Sometimes when I’m driving home at the end of the day, I have these wild fantasies that when I get there he’ll be sitting on the porch waiting for me, like I live in a fucking romantic comedy or something. Yesterday was one of those days, and as I was imagining such a ridiculous scenario, this song came on my iPod and I completely fucking lost it. Basically…

And now I miss everything about you
(Still, you’re gone)
I can’t believe it, I still want you
(And I’m lovin’ you, I never should’ve walked away)
After all the things we’ve been through
(I know it’s never gonna come again)
I miss everything about you, without you

It’s even hard for me to watch my favorite show, Sons of Anarchy, right now. He got me into it, we would watch it “together” every week and call during every commercial break and text when something crazy happened. Last week when the craziest of all crazy things happened, I found myself picking up the phone to text him out of habit, and realizing I had no one to send that text to anymore.

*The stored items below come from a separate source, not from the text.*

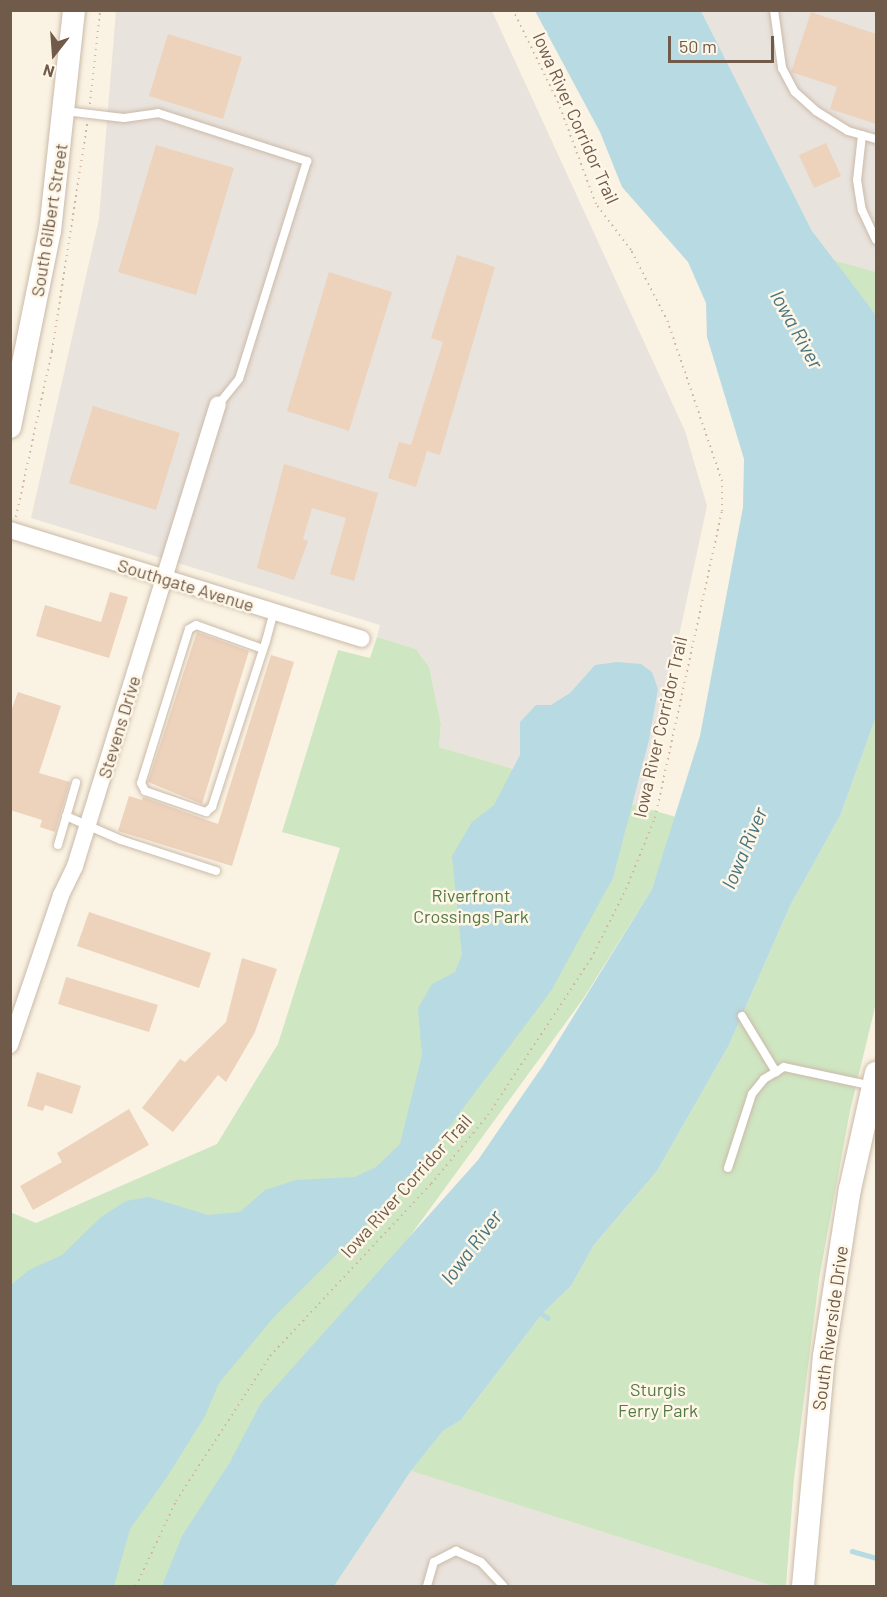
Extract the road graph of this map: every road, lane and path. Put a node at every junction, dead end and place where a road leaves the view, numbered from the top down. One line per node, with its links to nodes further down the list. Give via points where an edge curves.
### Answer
1 (74, 10): 5 (main road, South Gilbert Street)
2 (100, 10): 6 (path)
3 (513, 10): 27 (path, Iowa River Corridor Trail, via 558,102 596,204 631,250 668,322 722,481 722,512 655,818 591,959 488,1115 431,1184 270,1356 176,1501)
4 (774, 10): 7 (lane, via 782,68 795,92 816,111)
5 (65, 111): 6 (lane); 11 (main road, South Gilbert Street, via 40,288)
6 (88, 116): 10 (lane, via 124,118 158,113 307,161 239,379); 12 (path, via 52,351)
7 (862, 135): 8 (lane); 9 (lane, via 857,180 862,210)
8 (876, 139)
9 (876, 240)
10 (218, 405): 13 (street, Stevens Drive)
11 (10, 427)
12 (12, 530): 13 (street, Southgate Avenue)
13 (166, 579): 14 (street, Southgate Avenue); 19 (street, Stevens Drive)
14 (274, 612): 15 (street, Southgate Avenue); 16 (lane)
15 (362, 639)
16 (263, 649): 16 (lane, via 212,807 206,812 145,791 141,783 189,629 196,625)
17 (76, 783): 18 (lane)
18 (66, 816): 19 (lane); 20 (lane)
19 (89, 823): 21 (lane, via 121,840); 23 (street, Stevens Drive)
20 (57, 845)
21 (216, 871)
22 (742, 1016): 24 (lane)
23 (10, 1044)
24 (776, 1072): 25 (lane, via 784,1068); 26 (lane, via 752,1094)
25 (875, 1079): 30 (main road, South Riverside Drive, via 850,1189 824,1356)
26 (728, 1168)
27 (136, 1587)
28 (427, 1587): 29 (lane, via 434,1562 456,1551 481,1562)
29 (503, 1587)
30 (802, 1587)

It’s sad, and I’m sad… all of the time. It’s been almost three months and I can’t snap out of this or get over it. I feel like I’m not in any better of a place than I was in July, and I can feel my friends getting sick of me talking about this over and over. I cried myself to sleep last night, and then woke up 4 hours later unable to sleep any longer. I’m so tired of all of this, and just plain tired in general. When does it get better? I try to think back to my last hard break-up and feel like I was so much better by the 3 month mark. Maybe this is just a bad week…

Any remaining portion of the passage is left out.